11. I also agree with the learned District Judge when he says that the contents of the memo do not amount to any threats. The rules confers authority on the Government to compulsorily retire Government servant whose such retirement is in public interest. The circular indicates in what manner the existence of such public interest is to be ascertained. Such a compulsorily retirement is intended to be effective before the age of superannuation. It is well settled that it does not involve any breach of Article 311 of the Constitution. Clause (c-2) merely confers the identical right on the Government servant after specified years of service to get out of the job with available benefits even when Government does not decide to so retire him compulsorily. In view of this, the memo merely draws plaintiff's such right to seek retirement under (c-2).
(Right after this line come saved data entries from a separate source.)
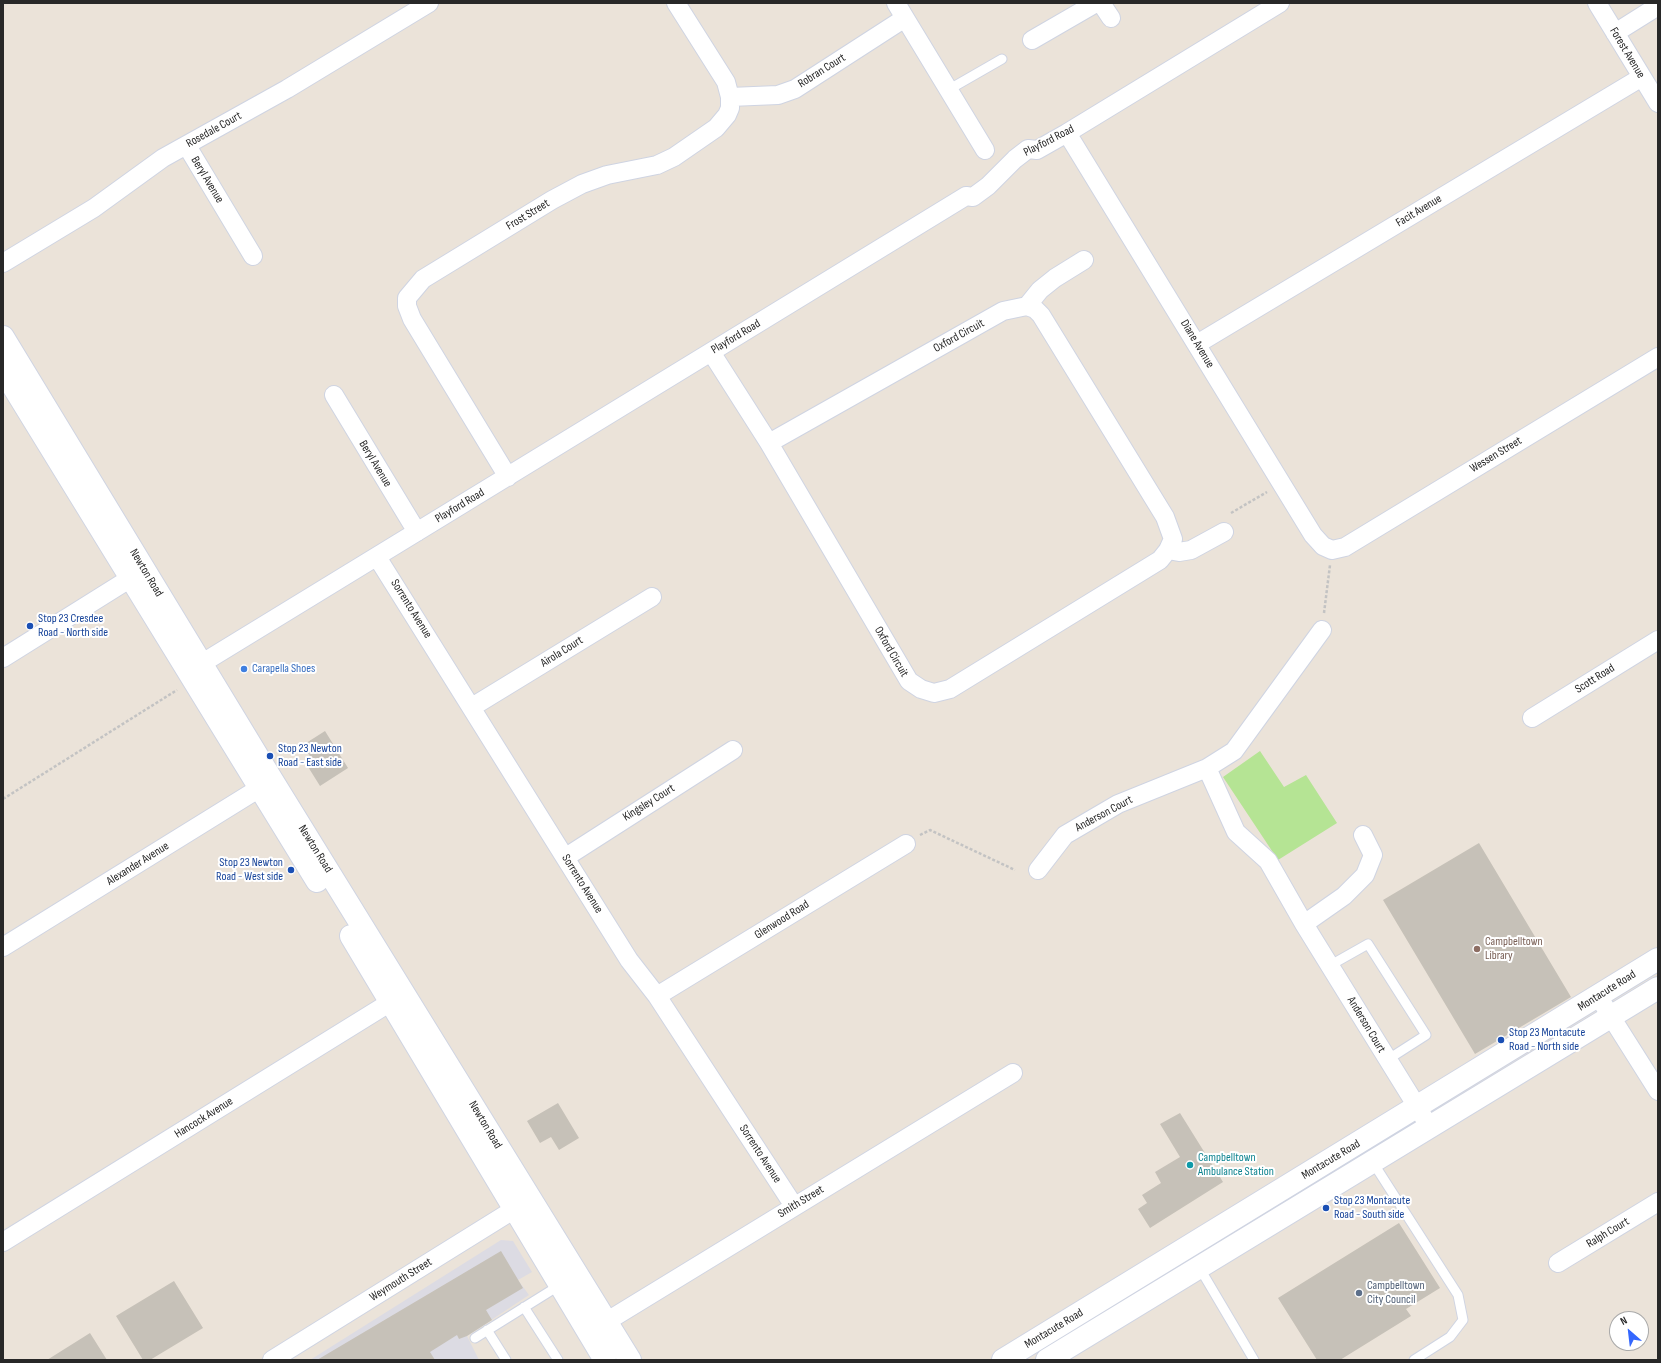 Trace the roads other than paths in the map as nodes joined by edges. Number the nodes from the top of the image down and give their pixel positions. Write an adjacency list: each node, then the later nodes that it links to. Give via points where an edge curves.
1 (429, 3): 19 (street, Rosedale Court, via 287,90)
2 (676, 3): 16 (street, via 714,60 726,82)
3 (896, 3): 9 (street)
4 (1096, 3): 12 (street)
5 (1101, 3): 10 (street)
6 (1280, 3): 18 (street, Playford Road)
7 (1597, 3): 11 (street, Forest Avenue)
8 (1658, 6): 11 (street)
9 (905, 18): 15 (street); 16 (street, Robran Court, via 795,89 778,95)
10 (1111, 18)
11 (1615, 32): 14 (street, Forest Avenue)
12 (1032, 40)
13 (1002, 59): 15 (lane)
14 (1642, 77): 17 (street, Forest Avenue); 26 (street, Facit Avenue)
15 (948, 90): 20 (street)
16 (730, 97): 32 (street, Frost Street, via 727,115 716,128 674,157 657,165 582,184 423,279 406,298 407,306 420,333)
17 (1658, 103)
18 (1067, 133): 26 (street, Diane Avenue); 27 (street, Playford Road, via 1037,150 1028,149 973,197 966,196)
19 (187, 146): 21 (street, Beryl Avenue); 23 (street, Rosedale Court, via 163,158 94,208)
20 (985, 150)
21 (253, 256)
22 (1084, 260): 24 (street, via 1050,282)
23 (3, 263)
24 (1026, 306): 31 (street, Oxford Circuit, via 1003,311); 35 (street, via 1035,309 1041,315 1165,517 1173,539)
25 (5, 344): 38 (main road, Newton Road)
26 (1197, 344): 36 (street, Diane Avenue, via 1313,535)
27 (711, 352): 31 (street, Oxford Circuit); 32 (street, Playford Road)
28 (1658, 357): 36 (street, Wessen Street, via 1345,547)
29 (3, 370): 38 (main road, Newton Road)
30 (334, 395): 33 (street, Beryl Avenue)
31 (769, 444): 35 (street, Oxford Circuit, via 909,681 921,690 934,693 956,685 1160,560)
32 (508, 477): 33 (street, Playford Road)
33 (417, 532): 37 (street, Playford Road)
34 (1224, 532): 35 (street, via 1191,550)
35 (1168, 550)
36 (1332, 550)
37 (378, 557): 43 (street, Playford Road); 44 (street, Sorrento Avenue)
38 (138, 574): 42 (street); 43 (main road, Newton Road)
39 (652, 597): 44 (street, Airola Court)
40 (1322, 630): 47 (street, Anderson Court, via 1234,751)
41 (1658, 640): 45 (street, Scott Road)
42 (3, 658)
43 (194, 672): 48 (main road, Newton Road)
44 (472, 707): 51 (street, Sorrento Avenue)
45 (1532, 718)
46 (733, 750): 51 (street, Kingsley Court)
47 (1207, 768): 52 (street, Anderson Court, via 1118,804 1065,835); 53 (street, Anderson Court, via 1236,832 1268,861)
48 (265, 785): 54 (street, Alexander Avenue); 60 (main road, Newton Road)
49 (1363, 835): 53 (street, via 1373,855 1365,876 1344,896)
50 (906, 844): 58 (street, Glenwood Road)
51 (566, 857): 58 (street, Sorrento Avenue, via 629,960)
52 (1038, 870)
53 (1304, 924): 56 (street, Anderson Court)
54 (3, 947)
55 (1658, 959): 59 (main road, Montacute Road)
56 (1329, 966): 62 (street, Anderson Court); 62 (lane, via 1368,944 1426,1035)
57 (1658, 988): 61 (main road, Montacute Road)
58 (657, 996): 70 (street, Sorrento Avenue)
59 (1598, 996): 61 (street); 65 (main road, Montacute Road)
60 (397, 998): 69 (main road, Newton Road); 71 (street, Hancock Avenue)
61 (1611, 1017): 64 (street); 66 (main road, Montacute Road)
62 (1387, 1060): 65 (street, Anderson Court)
63 (1013, 1073): 70 (street, Smith Street)
64 (1658, 1091)
65 (1417, 1108): 66 (street, Anderson Court); 78 (main road, Montacute Road)
66 (1429, 1126): 67 (main road, Montacute Road)
67 (1372, 1161): 73 (main road, Montacute Road); 88 (lane, via 1458,1295 1463,1320 1450,1338)
68 (1658, 1202): 72 (street, Ralph Court)
69 (523, 1204): 74 (main road, Newton Road); 76 (main road, Newton Road); 81 (street, Weymouth Street)
70 (794, 1206): 76 (street, Smith Street)
71 (3, 1242)
72 (1558, 1263)
73 (1199, 1267): 80 (main road, Montacute Road); 87 (lane)
74 (560, 1284): 75 (lane); 76 (main road, Newton Road)
75 (524, 1307): 77 (lane); 83 (lane)
76 (598, 1327): 84 (main road, Newton Road); 85 (main road, Newton Road)
77 (488, 1330): 79 (lane); 82 (lane)
78 (1048, 1333): 80 (street); 86 (main road, Montacute Road)
79 (475, 1338)
80 (1057, 1357)
81 (272, 1360)
82 (506, 1360)
83 (558, 1360)
84 (605, 1360)
85 (630, 1360)
86 (1003, 1360)
87 (1254, 1360)
88 (1414, 1360) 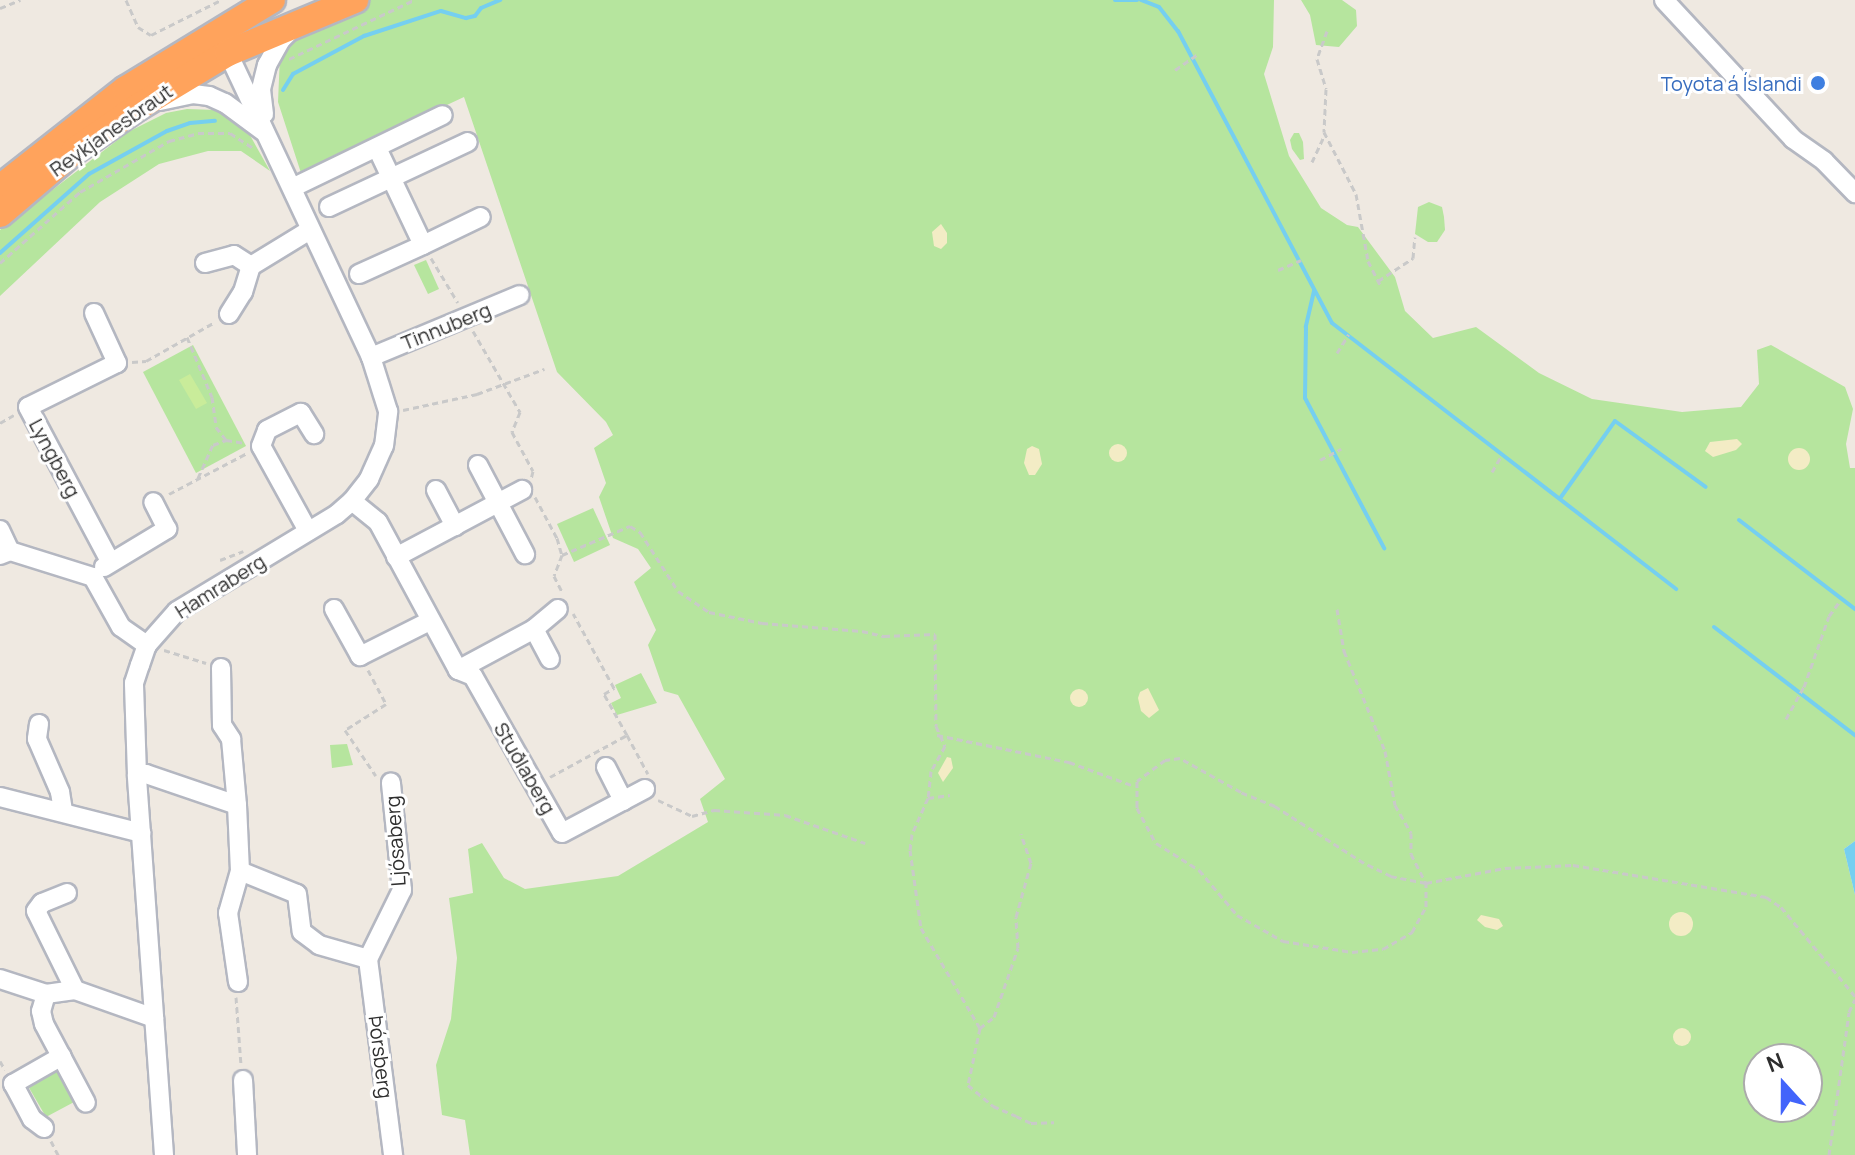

No question of threat arises. Government can exercise its right whether Government servant exercises his right or not.
12. Looked at from this point of view it is incorrect to hold as held by the trial Judge that there was any obligation on the part of the Government to prove act or omission of the Government servant which prompted them to reach the decision and to give chance to the Government servants to retire voluntarily. Memo dated 9th July, 1971 consists of two parts, one part conveying the decision of the Government to compulsorily retire him and the other part giving chance to the Government servant to retire of his own volition before implementing its decision. The notice dated 8th July, 1971 shall have, therefore, to be an act of volition of the plaintiff. He cannot be said to have any cause of action claimed therein against the Government defendants in the Court.
13. It is true that the notice of the plaintiff dated 8th July, 1971 purports to have been given without prejudice to his right to challenge the legality of the Government's decision to compulsorily retire him. This reservation cannot be of any assistance to the plaintiff. Where the Government servant avails of his right under Clause (2) and retires voluntarily in exercise thereof, the need of the Government to rely or implement its decision is dispensed with the Government servant has no occasion then to challenge is legality. Thus there is no occasion to avail of the reservation. In this view of the matter the judgment and decree passed by the learned District Judge appears to me to the unassailable. The appeal is, therefore, liable to be dismissed. I accordingly dismiss the appeal without any order as to costs.